*EXERCISE DESCRIPTION*: In the data that follows, find each line containing "Regina" and copy it.

[DATA Boundary: Start]

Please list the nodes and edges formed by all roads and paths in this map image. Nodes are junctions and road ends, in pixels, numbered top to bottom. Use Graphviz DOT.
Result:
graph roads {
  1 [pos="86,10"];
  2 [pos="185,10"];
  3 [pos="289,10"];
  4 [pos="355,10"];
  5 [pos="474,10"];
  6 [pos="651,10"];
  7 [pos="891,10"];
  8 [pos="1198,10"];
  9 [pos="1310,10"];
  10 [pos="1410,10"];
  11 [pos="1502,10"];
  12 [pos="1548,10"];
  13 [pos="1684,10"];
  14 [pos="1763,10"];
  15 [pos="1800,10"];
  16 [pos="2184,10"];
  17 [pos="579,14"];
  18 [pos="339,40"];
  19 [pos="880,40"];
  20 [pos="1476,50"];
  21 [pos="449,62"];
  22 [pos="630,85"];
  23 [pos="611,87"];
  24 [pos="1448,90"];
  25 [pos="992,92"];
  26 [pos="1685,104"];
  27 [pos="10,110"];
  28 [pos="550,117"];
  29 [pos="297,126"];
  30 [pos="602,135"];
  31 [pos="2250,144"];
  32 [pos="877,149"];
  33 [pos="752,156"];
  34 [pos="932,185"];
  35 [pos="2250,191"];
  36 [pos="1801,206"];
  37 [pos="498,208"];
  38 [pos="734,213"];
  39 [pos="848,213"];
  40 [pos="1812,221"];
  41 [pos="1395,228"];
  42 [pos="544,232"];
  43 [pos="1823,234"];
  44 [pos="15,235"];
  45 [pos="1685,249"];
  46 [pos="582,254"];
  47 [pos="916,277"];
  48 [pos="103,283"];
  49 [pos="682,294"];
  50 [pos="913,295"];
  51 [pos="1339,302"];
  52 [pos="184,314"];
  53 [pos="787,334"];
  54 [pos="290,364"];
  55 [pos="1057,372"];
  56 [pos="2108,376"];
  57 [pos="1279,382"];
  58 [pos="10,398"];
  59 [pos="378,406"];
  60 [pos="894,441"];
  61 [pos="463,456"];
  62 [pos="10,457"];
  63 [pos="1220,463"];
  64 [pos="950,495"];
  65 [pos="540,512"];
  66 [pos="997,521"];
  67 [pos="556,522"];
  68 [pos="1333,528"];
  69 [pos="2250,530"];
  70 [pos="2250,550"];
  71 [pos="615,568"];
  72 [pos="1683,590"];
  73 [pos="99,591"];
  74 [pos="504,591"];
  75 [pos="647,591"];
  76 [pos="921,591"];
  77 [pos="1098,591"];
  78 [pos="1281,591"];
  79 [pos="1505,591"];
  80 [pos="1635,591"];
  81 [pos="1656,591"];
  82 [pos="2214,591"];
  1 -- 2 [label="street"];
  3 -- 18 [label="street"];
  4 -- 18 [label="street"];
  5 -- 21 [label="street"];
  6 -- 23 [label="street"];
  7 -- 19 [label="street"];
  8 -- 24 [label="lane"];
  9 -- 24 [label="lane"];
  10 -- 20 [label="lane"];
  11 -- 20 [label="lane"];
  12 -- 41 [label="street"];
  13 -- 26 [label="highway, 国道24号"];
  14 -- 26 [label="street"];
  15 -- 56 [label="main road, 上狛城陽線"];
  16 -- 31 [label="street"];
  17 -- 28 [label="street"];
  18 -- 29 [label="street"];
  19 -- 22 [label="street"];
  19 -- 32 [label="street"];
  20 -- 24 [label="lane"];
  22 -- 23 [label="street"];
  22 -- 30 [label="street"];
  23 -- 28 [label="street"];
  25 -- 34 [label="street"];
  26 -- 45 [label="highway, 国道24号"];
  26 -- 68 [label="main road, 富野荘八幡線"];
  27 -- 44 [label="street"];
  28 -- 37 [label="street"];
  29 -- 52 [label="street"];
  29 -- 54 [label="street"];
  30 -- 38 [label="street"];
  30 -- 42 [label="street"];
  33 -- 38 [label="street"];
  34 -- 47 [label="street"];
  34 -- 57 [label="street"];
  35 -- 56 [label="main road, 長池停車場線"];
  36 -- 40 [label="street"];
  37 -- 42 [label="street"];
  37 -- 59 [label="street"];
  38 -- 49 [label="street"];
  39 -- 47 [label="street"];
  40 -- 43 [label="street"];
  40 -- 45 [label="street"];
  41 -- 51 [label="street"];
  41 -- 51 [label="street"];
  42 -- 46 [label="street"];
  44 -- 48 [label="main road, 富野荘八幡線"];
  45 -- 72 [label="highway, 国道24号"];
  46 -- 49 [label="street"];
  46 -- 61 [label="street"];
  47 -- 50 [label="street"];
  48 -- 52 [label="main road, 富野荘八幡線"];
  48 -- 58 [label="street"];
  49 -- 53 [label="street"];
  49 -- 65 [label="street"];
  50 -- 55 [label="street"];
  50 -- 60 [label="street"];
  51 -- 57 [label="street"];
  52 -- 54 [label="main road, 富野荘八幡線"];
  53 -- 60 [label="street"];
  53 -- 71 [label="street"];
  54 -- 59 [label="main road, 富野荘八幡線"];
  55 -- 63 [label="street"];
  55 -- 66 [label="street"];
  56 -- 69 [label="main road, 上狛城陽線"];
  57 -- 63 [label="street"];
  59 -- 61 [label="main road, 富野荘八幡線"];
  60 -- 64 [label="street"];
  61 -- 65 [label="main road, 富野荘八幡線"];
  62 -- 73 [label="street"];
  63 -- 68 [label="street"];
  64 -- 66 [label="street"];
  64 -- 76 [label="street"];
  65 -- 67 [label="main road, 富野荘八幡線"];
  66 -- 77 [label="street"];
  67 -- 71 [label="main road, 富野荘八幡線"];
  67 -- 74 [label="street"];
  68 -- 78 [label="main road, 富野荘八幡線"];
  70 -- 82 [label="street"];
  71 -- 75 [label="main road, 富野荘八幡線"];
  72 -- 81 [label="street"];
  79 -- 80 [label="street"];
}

[DATA Boundary: End]
[DATA Boundary: Start]

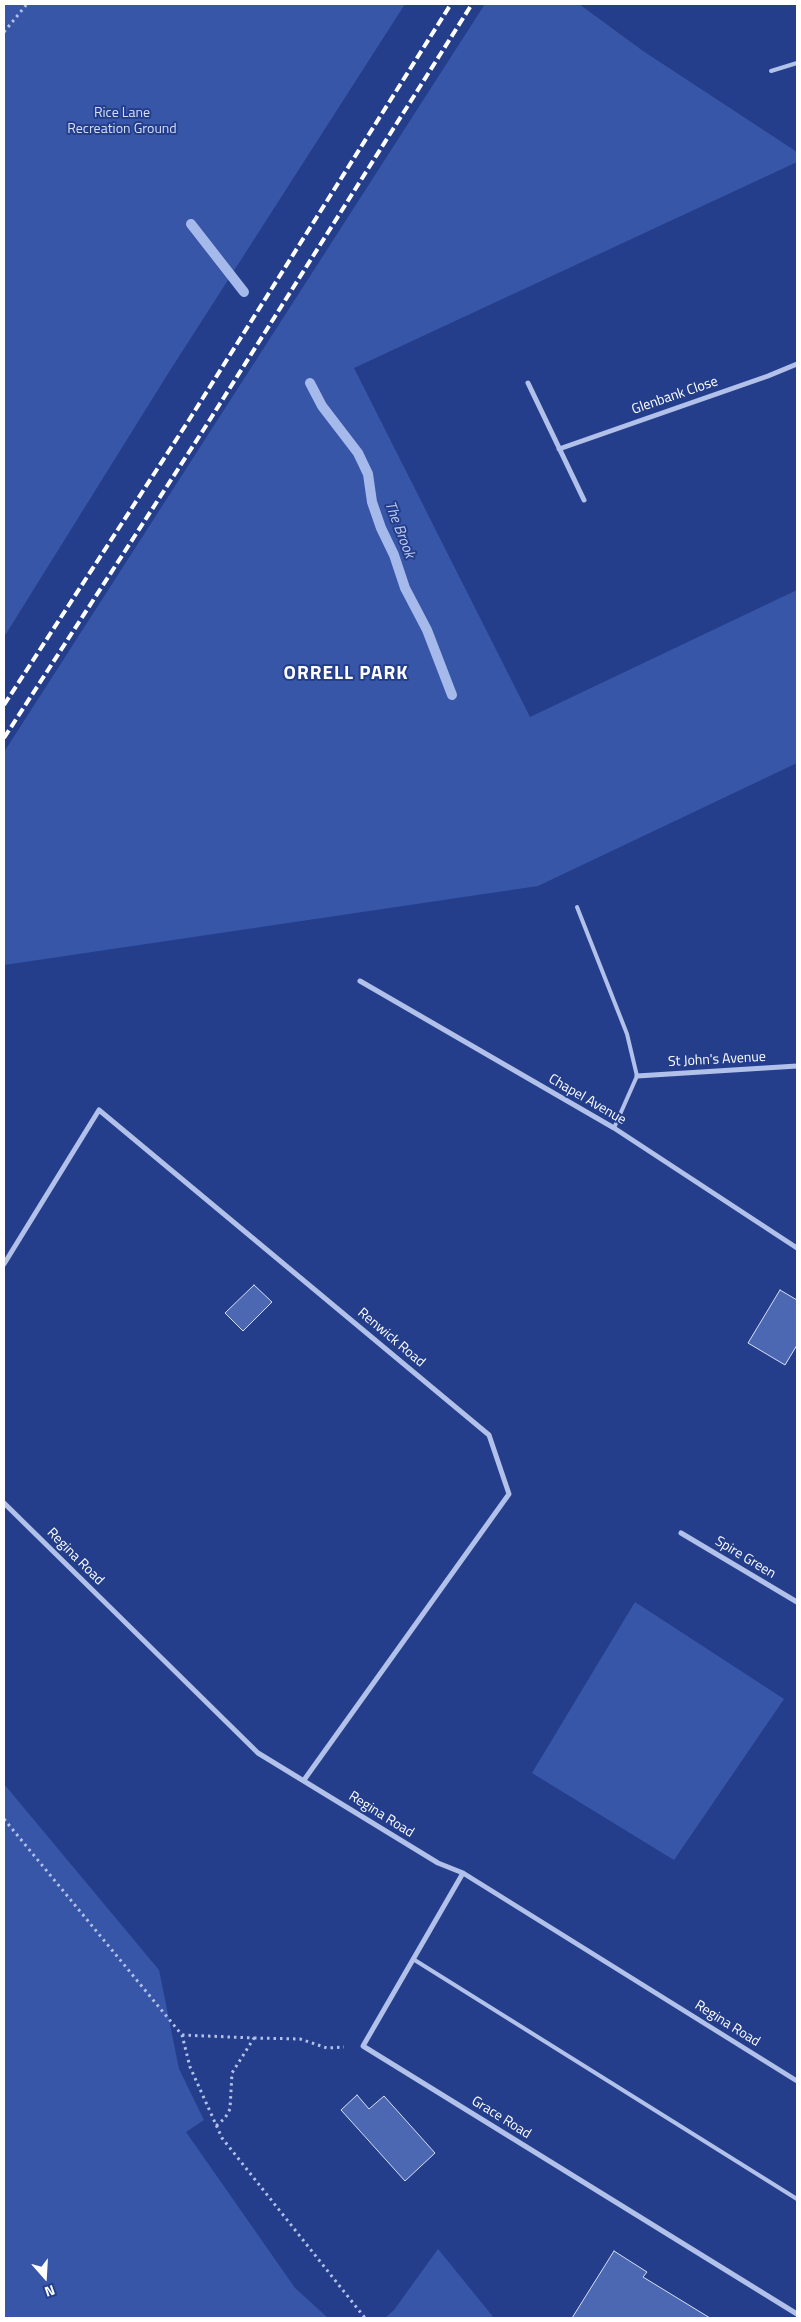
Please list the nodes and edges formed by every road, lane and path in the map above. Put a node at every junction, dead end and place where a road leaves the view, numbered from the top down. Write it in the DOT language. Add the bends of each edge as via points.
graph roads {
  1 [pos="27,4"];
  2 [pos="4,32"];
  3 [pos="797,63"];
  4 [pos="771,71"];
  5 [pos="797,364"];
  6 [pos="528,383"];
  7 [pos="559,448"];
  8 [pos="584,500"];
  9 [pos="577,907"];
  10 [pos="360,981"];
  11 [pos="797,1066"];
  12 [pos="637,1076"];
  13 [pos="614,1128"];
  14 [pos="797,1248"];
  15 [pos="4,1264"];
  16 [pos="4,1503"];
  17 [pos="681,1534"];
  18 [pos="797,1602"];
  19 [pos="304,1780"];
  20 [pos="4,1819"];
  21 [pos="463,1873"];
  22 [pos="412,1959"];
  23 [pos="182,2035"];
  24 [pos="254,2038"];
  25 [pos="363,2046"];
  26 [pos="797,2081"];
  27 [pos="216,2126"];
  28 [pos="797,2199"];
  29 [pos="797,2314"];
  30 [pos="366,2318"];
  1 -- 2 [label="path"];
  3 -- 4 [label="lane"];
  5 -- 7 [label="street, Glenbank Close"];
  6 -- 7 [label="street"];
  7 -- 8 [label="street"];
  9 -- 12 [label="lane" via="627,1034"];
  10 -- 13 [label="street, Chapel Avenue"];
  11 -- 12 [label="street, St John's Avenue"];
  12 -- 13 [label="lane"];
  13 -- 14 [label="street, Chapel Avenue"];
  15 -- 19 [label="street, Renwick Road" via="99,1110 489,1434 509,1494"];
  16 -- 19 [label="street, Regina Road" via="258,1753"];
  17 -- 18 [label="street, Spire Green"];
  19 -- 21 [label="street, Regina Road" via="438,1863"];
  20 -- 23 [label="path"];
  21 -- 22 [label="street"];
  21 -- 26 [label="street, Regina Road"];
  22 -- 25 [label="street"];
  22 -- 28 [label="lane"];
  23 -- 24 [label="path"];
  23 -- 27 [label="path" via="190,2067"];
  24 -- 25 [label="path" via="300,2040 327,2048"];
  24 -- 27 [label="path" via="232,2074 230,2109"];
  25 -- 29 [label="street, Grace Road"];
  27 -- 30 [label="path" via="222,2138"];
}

[DATA Boundary: End]

*COMPLETED TASK*:
  16 -- 19 [label="street, Regina Road" via="258,1753"];
  19 -- 21 [label="street, Regina Road" via="438,1863"];
  21 -- 26 [label="street, Regina Road"];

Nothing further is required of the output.